Dr. Eli Moore is a Research Fellow at the  Centre for Cancer Biology – an alliance between UniSA and SA Pathology, Australia.  With his research, he is focussing on improving cardiovascular stent technology.

This image called “Clotted” won the 1st prize ofImages of Research Photography Competition 2018  run by the  University of South Australia (UniSA). It reveals the microscopic landscape of a blood clot caused by a medical device designed to treat aspects of cardiovascular disease. The current generation of stents and other implantable vascular devices are prone to adverse events occurring once in contact with blood, due to the incompatibility of the materials used.

Dr. Moore acquired the image using a ZEISS Merlin ultra-high resolution field-emission scanning  electron microscope followed by hand tinting in Adobe Photoshop.

We spoke with Dr. Moore about his work, the winning image and the benefits of using scanning electron microscopy (SEM) for his research.

The biggest issue in the field of stents (and implantable medical devices in general) is the compatibility of the interface between the inorganic material of the device and the surrounding biological environment. Without adequate pharmacological intervention, current generation devices can rapidly trigger clotting within the stent. While strict regimes of blood thinning medications reduce the instances of these events, scarring within the stent can also occur due to the binding of unwanted cells to the device.
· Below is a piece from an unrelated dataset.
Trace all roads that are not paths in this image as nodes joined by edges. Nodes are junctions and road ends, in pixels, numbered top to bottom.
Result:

My research has led to the development of a process for applying a thin film (less than 20 nm) of hyperbranched polyglycerol (HPG) to almost any substrate including metals, polymers and ceramics. The HPG coating, when applied by this process, is highly effective at preventing cells and proteins from binding to the surface while also inhibiting inflammatory immune responses. In vitro I have also demonstrated that this HPG film is able to prevent the rapid formation of blood clots within commercially available stents. By studying the coated devices under ZEISS epifluorescence, confocal and scanning electron microscopes, it is evident that, at least in part, clotting is prevented by the HPG’s ability to completely prevent platelets (and other cells) from adhering to the surface. Preventing the nonspecific binding of cells and proteins has provided the ideal platform for exploring highly specific cell capture. I have demonstrated that specific types of cells can be captured and grown on the surface when certain biomolecules are first covalently coupled to the HPG coating. With this technology I am aiming to develop implantable medical devices that do not trigger blood clots while also promote rapid healing of the device into the surrounding tissue.
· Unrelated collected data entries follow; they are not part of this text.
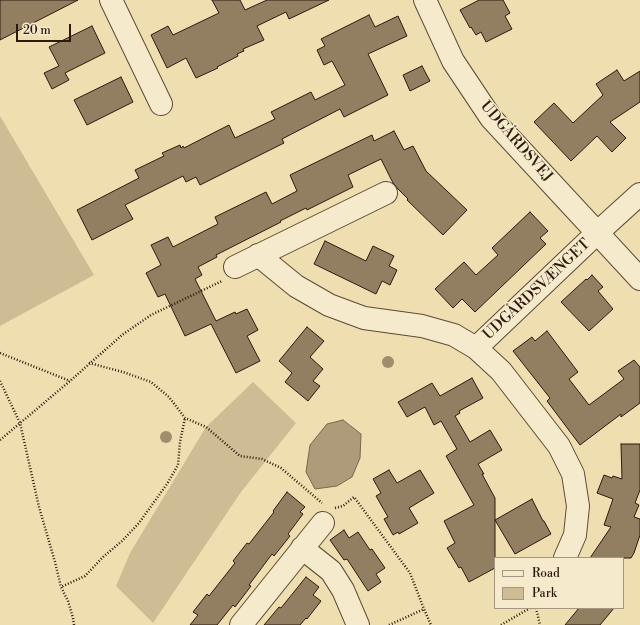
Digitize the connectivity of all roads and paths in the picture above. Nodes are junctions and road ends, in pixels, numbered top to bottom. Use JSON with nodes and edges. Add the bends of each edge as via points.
{"nodes":[{"id":1,"x":111,"y":0,"type":"edge"},
{"id":2,"x":425,"y":0,"type":"edge"},
{"id":3,"x":161,"y":104,"type":"dead end"},
{"id":4,"x":386,"y":192,"type":"dead end"},
{"id":5,"x":640,"y":194,"type":"edge"},
{"id":6,"x":597,"y":233,"type":"junction"},
{"id":7,"x":258,"y":255,"type":"junction"},
{"id":8,"x":235,"y":267,"type":"joint"},
{"id":9,"x":640,"y":279,"type":"edge"},
{"id":10,"x":476,"y":348,"type":"junction"},
{"id":11,"x":0,"y":353,"type":"edge"},
{"id":12,"x":89,"y":363,"type":"junction"},
{"id":13,"x":70,"y":380,"type":"junction"},
{"id":14,"x":0,"y":381,"type":"edge"},
{"id":15,"x":185,"y":418,"type":"junction"},
{"id":16,"x":20,"y":423,"type":"junction"},
{"id":17,"x":0,"y":440,"type":"edge"},
{"id":18,"x":326,"y":512,"type":"junction"},
{"id":19,"x":302,"y":548,"type":"junction"},
{"id":20,"x":565,"y":557,"type":"edge"},
{"id":21,"x":61,"y":587,"type":"junction"},
{"id":22,"x":424,"y":609,"type":"junction"},
{"id":23,"x":528,"y":609,"type":"edge"},
{"id":24,"x":536,"y":609,"type":"edge"},
{"id":25,"x":74,"y":625,"type":"edge"},
{"id":26,"x":241,"y":625,"type":"edge"},
{"id":27,"x":358,"y":625,"type":"edge"},
{"id":28,"x":389,"y":625,"type":"edge"},
{"id":29,"x":431,"y":625,"type":"edge"},
{"id":30,"x":501,"y":625,"type":"edge"},
{"id":31,"x":540,"y":625,"type":"edge"}],
"edges":[{"from":1,"to":3,"type":"street"},
{"from":2,"to":6,"type":"street","name":"UDGÅRDSVEJ","via":[[454,61],[491,118]]},
{"from":4,"to":7,"type":"street"},
{"from":5,"to":6,"type":"street"},
{"from":6,"to":9,"type":"street","name":"UDGÅRDSVEJ"},
{"from":6,"to":10,"type":"street","name":"UDGÅRDSVÆNGET"},
{"from":7,"to":8,"type":"street"},
{"from":7,"to":10,"type":"street","name":"UDGÅRDSVÆNGET","via":[[296,286],[329,305],[364,318],[422,326],[454,335]]},
{"from":8,"to":12,"type":"path","via":[[232,276],[151,315]]},
{"from":10,"to":20,"type":"street","name":"UDGÅRDSVÆNGET","via":[[501,371],[559,446],[573,474],[578,506],[575,535]]},
{"from":11,"to":13,"type":"path"},
{"from":12,"to":13,"type":"path"},
{"from":12,"to":15,"type":"path","via":[[151,382],[169,397]]},
{"from":13,"to":16,"type":"path"},
{"from":14,"to":16,"type":"path"},
{"from":15,"to":18,"type":"path","via":[[206,427],[240,456],[262,458],[281,468]]},
{"from":15,"to":21,"type":"path","via":[[178,465],[139,523],[85,576]]},
{"from":16,"to":17,"type":"path"},
{"from":16,"to":21,"type":"path"},
{"from":18,"to":19,"type":"street"},
{"from":18,"to":22,"type":"path","via":[[343,506],[354,497],[410,573]]},
{"from":19,"to":26,"type":"street"},
{"from":19,"to":27,"type":"street","via":[[332,571]]},
{"from":21,"to":25,"type":"path","via":[[68,601]]},
{"from":22,"to":28,"type":"path"},
{"from":22,"to":29,"type":"path"},
{"from":23,"to":30,"type":"path"},
{"from":24,"to":31,"type":"path"}]}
Ultimately, I would like to continue development of this technology right through to commercialization. I would also like to broaden my research into other implanted medical devices and many other applications where I think this technology could provide a benefit.  

Besides my core research, I am always looking for opportunities to capture amazing imagery. I would like to build a portfolio of imagery that links the abstract world of electron microscopy with highly detailed macro images of the same specimens.